The Court of Appeal has given judgment in two cases, MM and PJ, which were heard together and related to conditions being imposed upon conditional discharge or on a community treatment order (CTO) which objectively meant the patient was deprived of his liberty. They were heard together as initially the Court felt the issues relating to both types of discharge were analogous.

The decision is that they are in fact very different.

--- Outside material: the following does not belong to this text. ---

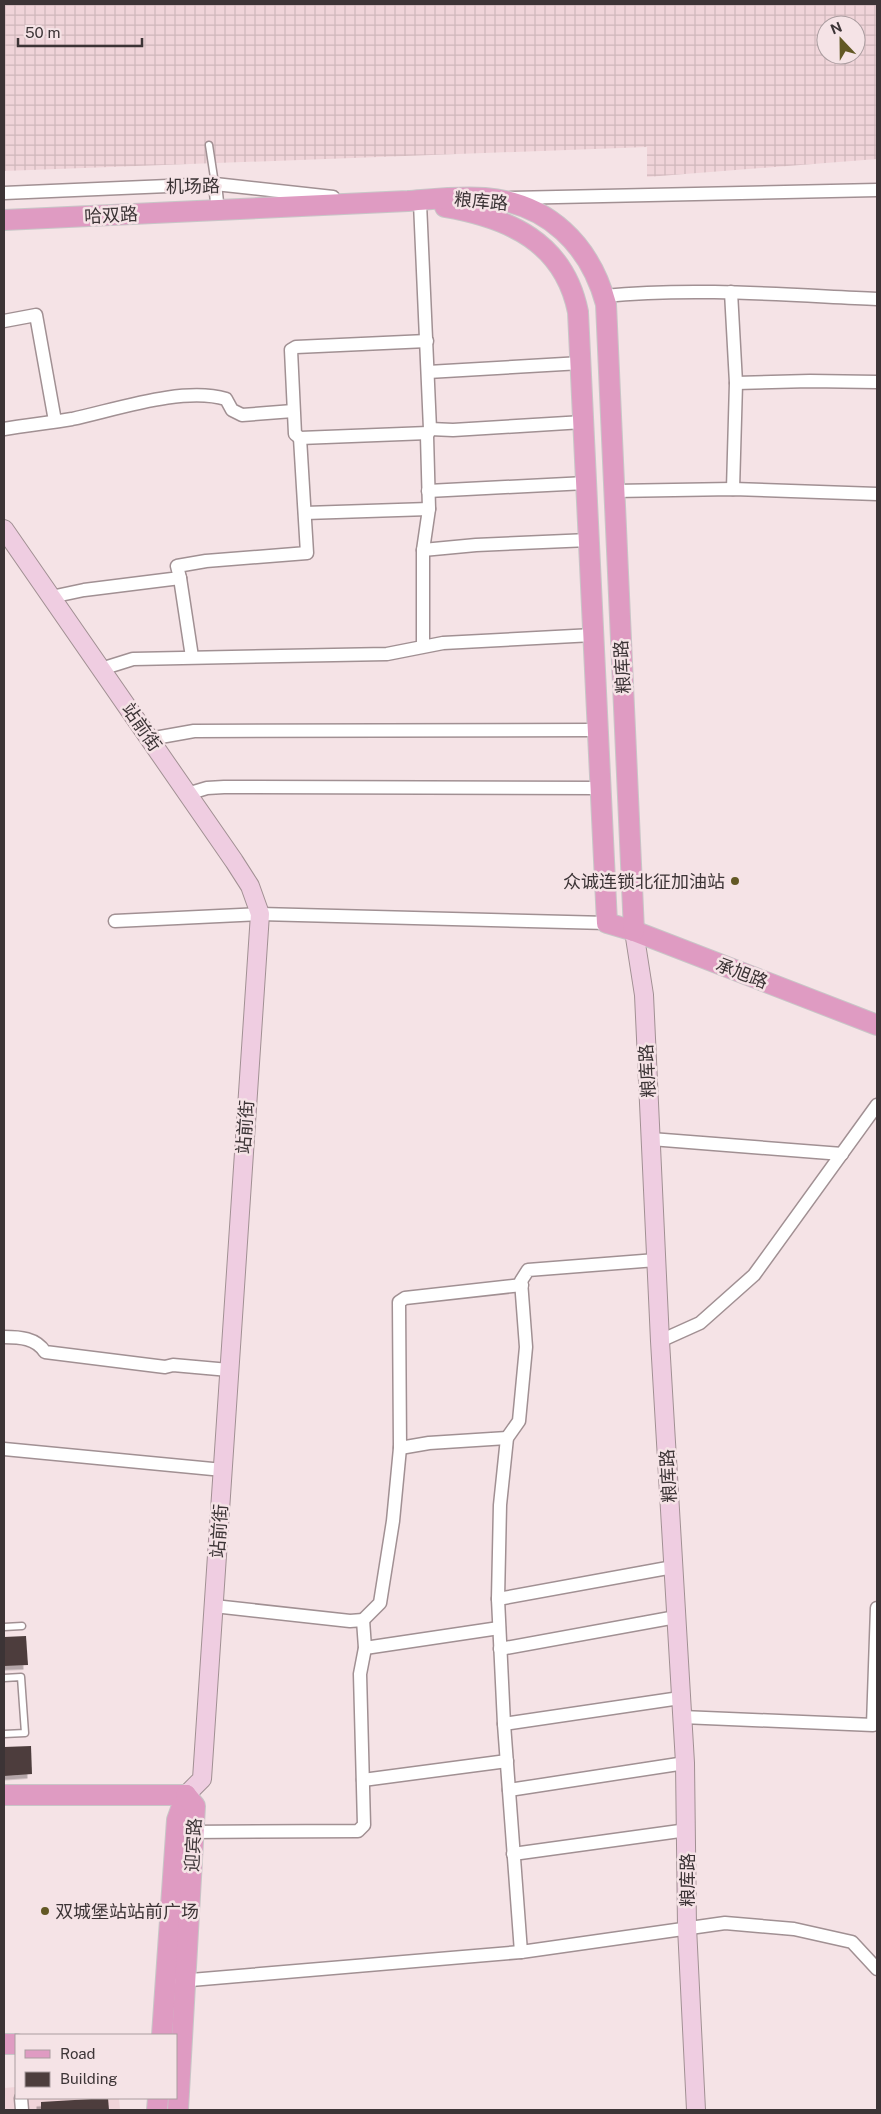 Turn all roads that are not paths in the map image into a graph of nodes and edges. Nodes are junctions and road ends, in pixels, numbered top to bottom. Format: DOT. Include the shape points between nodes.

The judgment in The Secretary of State for Justice -v- MM and PJ [2017] EWCA Civ 194 can be accessed here.

Conditional discharge

MM had a mild learning disability and autistic spectrum disorder and had a history of arson. This remained a risk factor and it was common ground that the proposed care plan would objectively give rise to a deprivation of his liberty having regard to the ‘acid test’ set out in Cheshire West and Cheshire Council -v- P [2014]. MM was assessed as having capacity to consent to his care plan and was in agreement with the conditions proposed.

The Court reaffirmed the decision in RB -v- SSJ [2012] 1 WLR 2043, that it is not lawful for the tribunal to impose conditions for conditional discharge which would ‘objectively’ amount to a deprivation of liberty, notwithstanding the willingness of the patient to consent to those conditions.

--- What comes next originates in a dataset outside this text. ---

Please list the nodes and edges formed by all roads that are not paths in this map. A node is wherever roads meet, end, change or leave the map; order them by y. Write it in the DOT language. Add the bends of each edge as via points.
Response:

Community treatment orders

PJ was diagnosed with a mild learning disability and an autistic spectrum disorder associated with significant behavioural impairment. PJ had been detained in hospital for eight years until 2007 following a conviction for assault and threats to kill. He was re-detained in 2009 under section 3 of the Mental Health Act 1983.

PJ was discharged to a residential facility for men with moderate to borderline learning disabilities with challenging behaviours subject to a CTO.

The Court held that the responsible clinician (RC) retains the ultimate power to detain the patient by virtue of the power of recall. Deprivation of liberty is permitted under a CTO but it must be a ‘lesser restriction on freedom of movement than detention for treatment in hospital’.


It remains open to the tribunal to conditionally discharge patients where the conditions proposed do not amount to a deprivation of liberty and the patient agrees to abide by a restrictive care plan. However, the tribunal must balance such a decision with the risk if the patient withdraws from compliance with the care plan. Pragmatically, it is reassuring that for patients who lack capacity to consent to restrictions in the community, the availability of a deferred conditional discharge remains to allow an authorisation for a deprivation of liberty to be obtained from the Court of Protection or local authority alongside a conditional discharge.

The decision in PJ goes against the previously held view that a CTO could not be used to deprive a patient of their liberty. Significantly, for those subject to a CTO who lack capacity, there is no longer a need to have a deprivation of liberty authorised by the COP or the local authority, alongside the CTO. RC’s will be able to impose conditions which constitute a deprivation of liberty as part of the CTO subject to these being less restrictive to detention in hospital. This is likely to require revision of the Mental Health Act code of practice which sets out at chapter 29.31 that a deprivation of liberty must not arise from CTO conditions. In practice, this may lead to a greater use of restrictions in CTOs in future, but for capacitous patients the issue of compliance will still need to be considered.